Collected data entries
════════

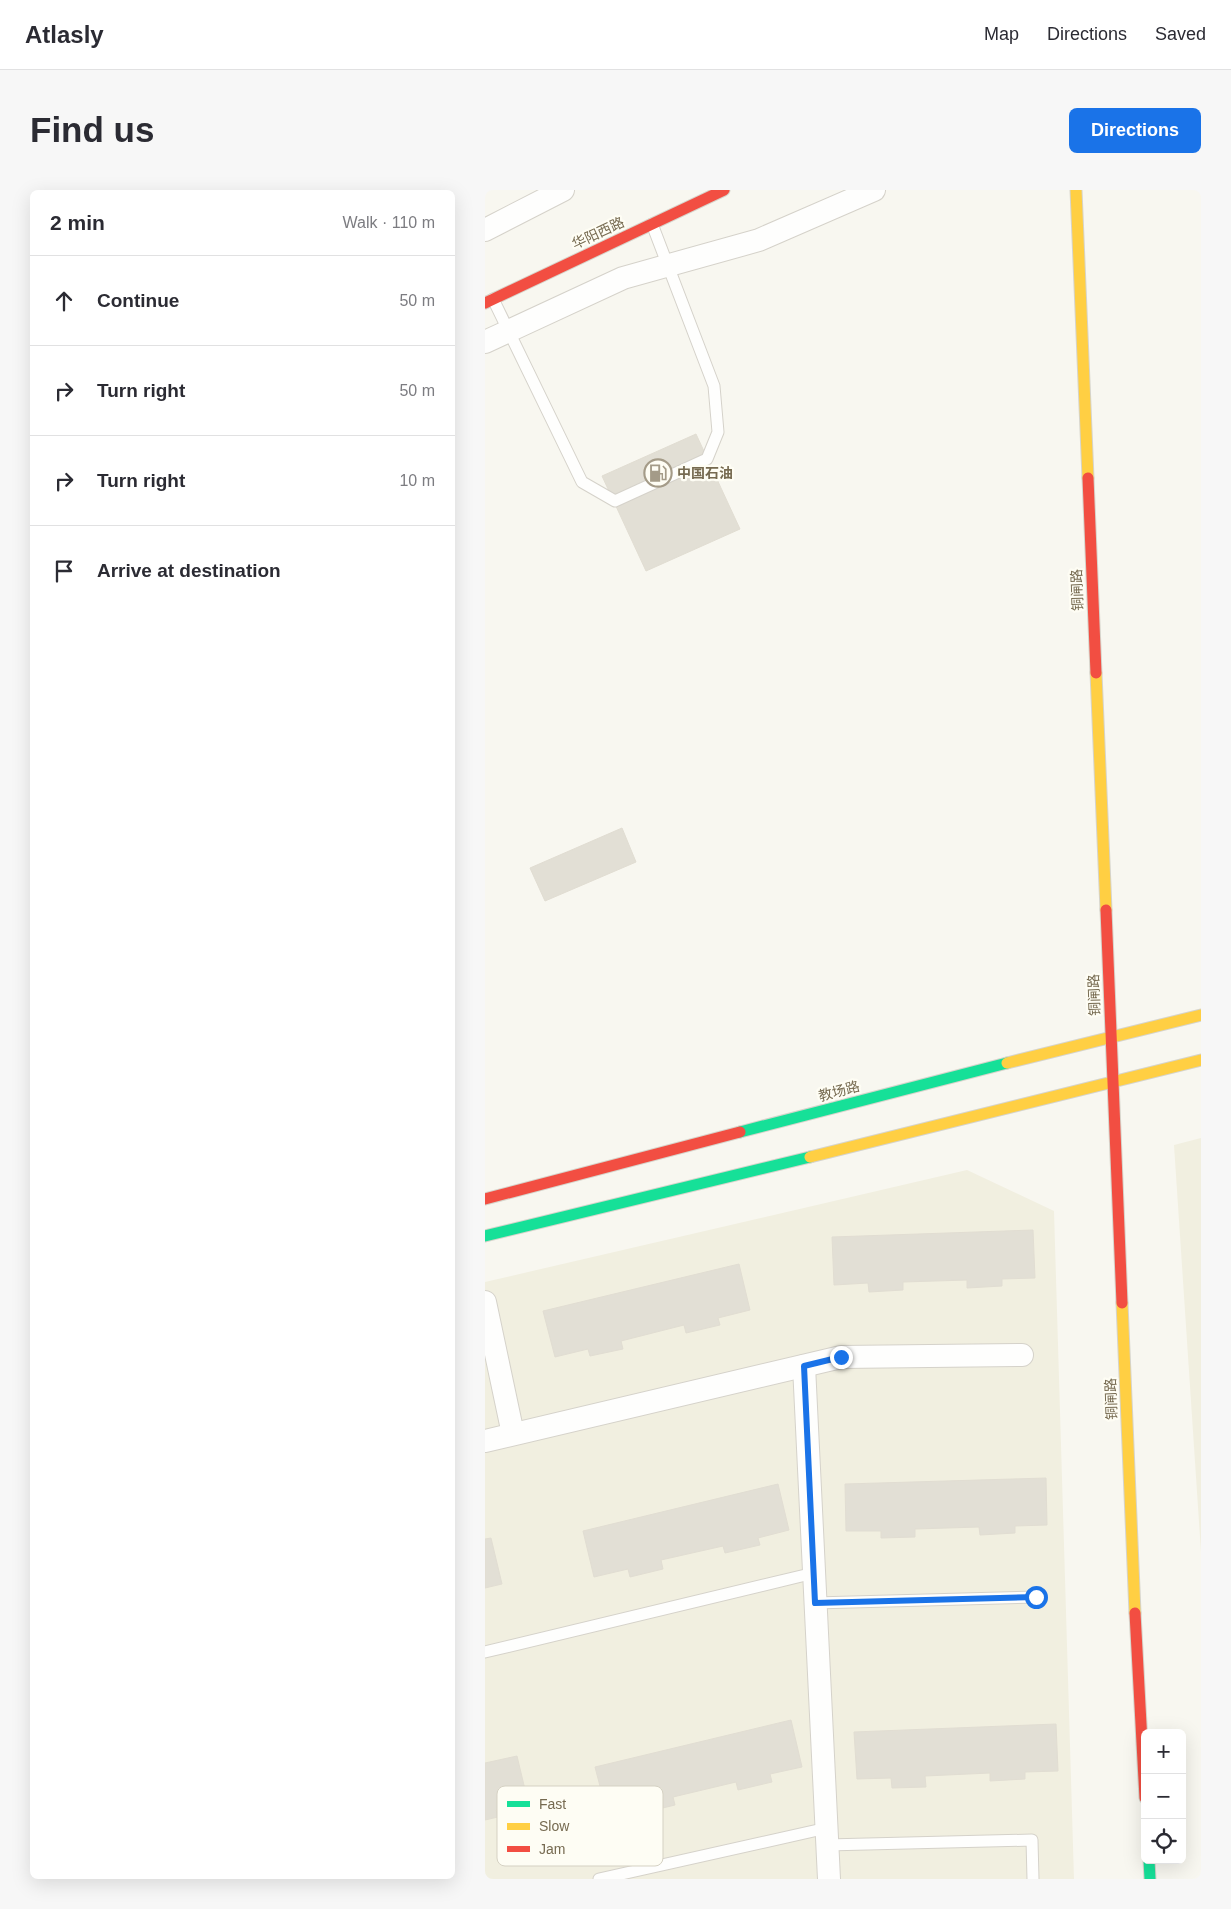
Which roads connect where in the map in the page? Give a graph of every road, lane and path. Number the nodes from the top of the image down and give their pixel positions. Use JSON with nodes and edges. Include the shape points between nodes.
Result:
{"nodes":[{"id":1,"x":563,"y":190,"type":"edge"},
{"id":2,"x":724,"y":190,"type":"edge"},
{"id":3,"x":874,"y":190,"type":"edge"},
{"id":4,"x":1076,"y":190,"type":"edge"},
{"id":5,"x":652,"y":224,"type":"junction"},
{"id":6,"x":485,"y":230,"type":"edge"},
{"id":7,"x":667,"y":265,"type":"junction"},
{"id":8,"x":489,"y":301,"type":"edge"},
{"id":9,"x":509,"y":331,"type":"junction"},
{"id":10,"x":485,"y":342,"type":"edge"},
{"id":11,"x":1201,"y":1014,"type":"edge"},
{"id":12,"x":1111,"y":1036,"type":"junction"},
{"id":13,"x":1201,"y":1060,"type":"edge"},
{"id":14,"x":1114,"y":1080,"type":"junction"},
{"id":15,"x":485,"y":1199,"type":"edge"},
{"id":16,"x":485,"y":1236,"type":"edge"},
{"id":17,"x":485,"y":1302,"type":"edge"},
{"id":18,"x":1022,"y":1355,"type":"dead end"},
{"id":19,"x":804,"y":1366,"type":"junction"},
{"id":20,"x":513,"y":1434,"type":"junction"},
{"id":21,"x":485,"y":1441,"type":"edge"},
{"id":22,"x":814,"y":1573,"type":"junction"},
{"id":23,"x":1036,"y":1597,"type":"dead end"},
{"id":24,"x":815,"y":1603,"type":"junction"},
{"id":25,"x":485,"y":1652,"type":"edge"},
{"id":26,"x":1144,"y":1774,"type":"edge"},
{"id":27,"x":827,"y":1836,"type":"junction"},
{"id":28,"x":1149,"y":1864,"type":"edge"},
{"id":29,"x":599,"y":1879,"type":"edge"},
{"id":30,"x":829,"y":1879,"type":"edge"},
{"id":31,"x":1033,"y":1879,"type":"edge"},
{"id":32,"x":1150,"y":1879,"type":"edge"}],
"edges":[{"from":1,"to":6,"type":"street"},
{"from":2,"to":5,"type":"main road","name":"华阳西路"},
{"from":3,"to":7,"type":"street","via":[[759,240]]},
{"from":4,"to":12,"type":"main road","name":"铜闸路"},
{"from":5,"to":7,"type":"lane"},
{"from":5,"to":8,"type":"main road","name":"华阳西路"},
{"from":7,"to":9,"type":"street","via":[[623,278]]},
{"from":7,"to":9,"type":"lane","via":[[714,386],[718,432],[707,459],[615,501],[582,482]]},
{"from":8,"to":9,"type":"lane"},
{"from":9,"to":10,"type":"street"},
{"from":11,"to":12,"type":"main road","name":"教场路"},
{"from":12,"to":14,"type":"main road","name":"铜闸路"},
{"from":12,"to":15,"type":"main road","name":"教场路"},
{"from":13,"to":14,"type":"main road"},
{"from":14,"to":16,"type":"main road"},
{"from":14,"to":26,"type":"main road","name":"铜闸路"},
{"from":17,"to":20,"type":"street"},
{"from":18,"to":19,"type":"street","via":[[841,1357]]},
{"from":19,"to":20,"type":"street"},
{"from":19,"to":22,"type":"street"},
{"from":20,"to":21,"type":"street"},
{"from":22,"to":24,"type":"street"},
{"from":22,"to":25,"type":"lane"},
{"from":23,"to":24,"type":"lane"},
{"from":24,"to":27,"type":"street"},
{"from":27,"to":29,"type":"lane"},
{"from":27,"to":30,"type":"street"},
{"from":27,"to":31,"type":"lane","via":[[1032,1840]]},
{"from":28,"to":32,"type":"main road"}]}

════════

Transcribe all data precisely. Pictures are not copied.

Which roads connect where in the map in the page? Give a graph of every road, lane and path. Number the nodes from the top of the image down and give their pixel positions. Use JSON with nodes and edges. Include the shape points between nodes.
Result:
{"nodes":[{"id":1,"x":563,"y":190,"type":"edge"},
{"id":2,"x":724,"y":190,"type":"edge"},
{"id":3,"x":874,"y":190,"type":"edge"},
{"id":4,"x":1076,"y":190,"type":"edge"},
{"id":5,"x":652,"y":224,"type":"junction"},
{"id":6,"x":485,"y":230,"type":"edge"},
{"id":7,"x":667,"y":265,"type":"junction"},
{"id":8,"x":489,"y":301,"type":"edge"},
{"id":9,"x":509,"y":331,"type":"junction"},
{"id":10,"x":485,"y":342,"type":"edge"},
{"id":11,"x":1201,"y":1014,"type":"edge"},
{"id":12,"x":1111,"y":1036,"type":"junction"},
{"id":13,"x":1201,"y":1060,"type":"edge"},
{"id":14,"x":1114,"y":1080,"type":"junction"},
{"id":15,"x":485,"y":1199,"type":"edge"},
{"id":16,"x":485,"y":1236,"type":"edge"},
{"id":17,"x":485,"y":1302,"type":"edge"},
{"id":18,"x":1022,"y":1355,"type":"dead end"},
{"id":19,"x":804,"y":1366,"type":"junction"},
{"id":20,"x":513,"y":1434,"type":"junction"},
{"id":21,"x":485,"y":1441,"type":"edge"},
{"id":22,"x":814,"y":1573,"type":"junction"},
{"id":23,"x":1036,"y":1597,"type":"dead end"},
{"id":24,"x":815,"y":1603,"type":"junction"},
{"id":25,"x":485,"y":1652,"type":"edge"},
{"id":26,"x":1144,"y":1774,"type":"edge"},
{"id":27,"x":827,"y":1836,"type":"junction"},
{"id":28,"x":1149,"y":1864,"type":"edge"},
{"id":29,"x":599,"y":1879,"type":"edge"},
{"id":30,"x":829,"y":1879,"type":"edge"},
{"id":31,"x":1033,"y":1879,"type":"edge"},
{"id":32,"x":1150,"y":1879,"type":"edge"}],
"edges":[{"from":1,"to":6,"type":"street"},
{"from":2,"to":5,"type":"main road","name":"华阳西路"},
{"from":3,"to":7,"type":"street","via":[[759,240]]},
{"from":4,"to":12,"type":"main road","name":"铜闸路"},
{"from":5,"to":7,"type":"lane"},
{"from":5,"to":8,"type":"main road","name":"华阳西路"},
{"from":7,"to":9,"type":"street","via":[[623,278]]},
{"from":7,"to":9,"type":"lane","via":[[714,386],[718,432],[707,459],[615,501],[582,482]]},
{"from":8,"to":9,"type":"lane"},
{"from":9,"to":10,"type":"street"},
{"from":11,"to":12,"type":"main road","name":"教场路"},
{"from":12,"to":14,"type":"main road","name":"铜闸路"},
{"from":12,"to":15,"type":"main road","name":"教场路"},
{"from":13,"to":14,"type":"main road"},
{"from":14,"to":16,"type":"main road"},
{"from":14,"to":26,"type":"main road","name":"铜闸路"},
{"from":17,"to":20,"type":"street"},
{"from":18,"to":19,"type":"street","via":[[841,1357]]},
{"from":19,"to":20,"type":"street"},
{"from":19,"to":22,"type":"street"},
{"from":20,"to":21,"type":"street"},
{"from":22,"to":24,"type":"street"},
{"from":22,"to":25,"type":"lane"},
{"from":23,"to":24,"type":"lane"},
{"from":24,"to":27,"type":"street"},
{"from":27,"to":29,"type":"lane"},
{"from":27,"to":30,"type":"street"},
{"from":27,"to":31,"type":"lane","via":[[1032,1840]]},
{"from":28,"to":32,"type":"main road"}]}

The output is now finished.